_Action item_
Restate the entries below exactly, and keep all images out of the answer.

Saved entries

┄┄┄┄┄┄┄┄┄┄

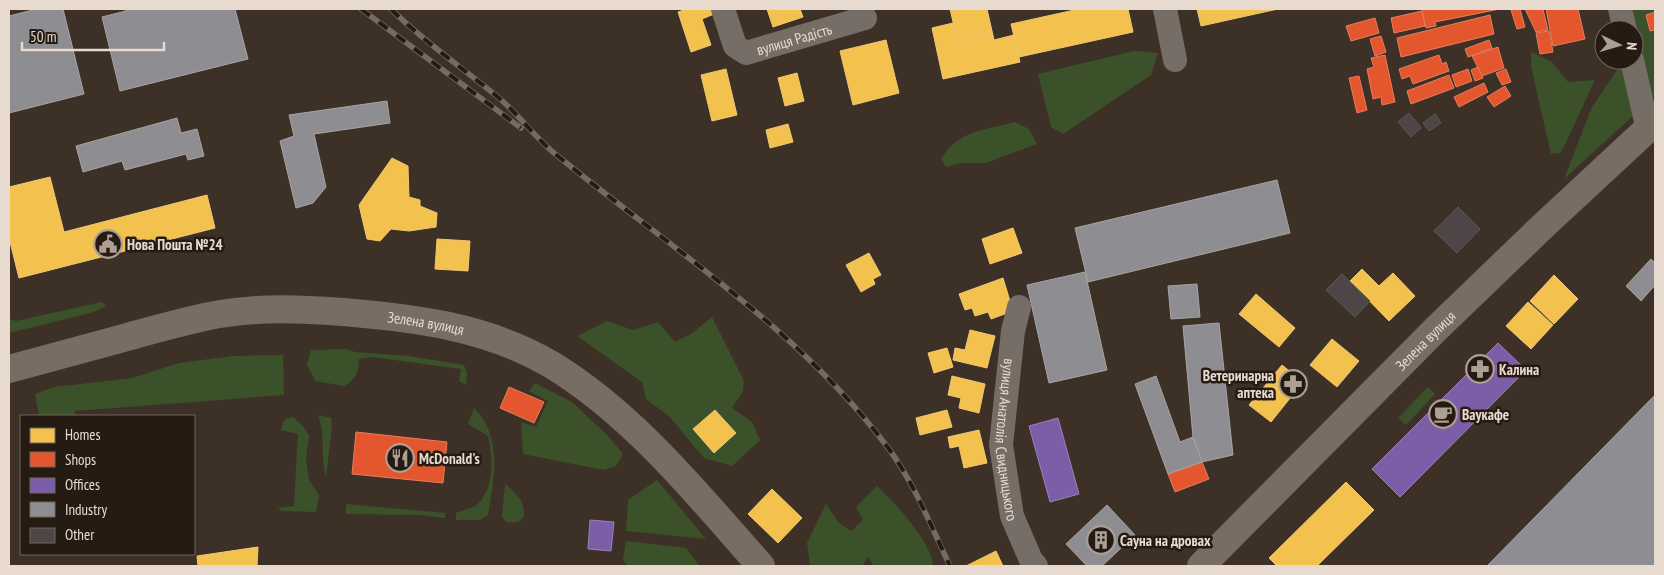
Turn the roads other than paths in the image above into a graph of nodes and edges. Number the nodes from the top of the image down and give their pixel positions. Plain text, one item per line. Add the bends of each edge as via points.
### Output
1 (723, 9) edge
2 (1165, 9) edge
3 (865, 18) dead end
4 (1175, 60) dead end
5 (1635, 70) edge
6 (1651, 126) edge
7 (1019, 307) dead end
8 (9, 369) edge
9 (761, 566) edge
10 (1036, 566) edge
11 (1201, 566) edge

1 - 3 street, вулиця Радість via 735,46 746,53
2 - 4 street
5 - 6 street
6 - 11 main road, Зелена вулиця via 1436,329
7 - 10 street, вулиця Анатолія Свидницького via 1013,331 1001,445 1012,516
8 - 9 main road, Зелена вулиця via 187,321 247,310 389,316 462,328 534,355 592,394 630,425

┄┄┄┄┄┄┄┄┄┄

_Answer section_
Turn the roads other than paths in the image above into a graph of nodes and edges. Number the nodes from the top of the image down and give their pixel positions. Plain text, one item per line. Add the bends of each edge as via points.
### Output
1 (723, 9) edge
2 (1165, 9) edge
3 (865, 18) dead end
4 (1175, 60) dead end
5 (1635, 70) edge
6 (1651, 126) edge
7 (1019, 307) dead end
8 (9, 369) edge
9 (761, 566) edge
10 (1036, 566) edge
11 (1201, 566) edge

1 - 3 street, вулиця Радість via 735,46 746,53
2 - 4 street
5 - 6 street
6 - 11 main road, Зелена вулиця via 1436,329
7 - 10 street, вулиця Анатолія Свидницького via 1013,331 1001,445 1012,516
8 - 9 main road, Зелена вулиця via 187,321 247,310 389,316 462,328 534,355 592,394 630,425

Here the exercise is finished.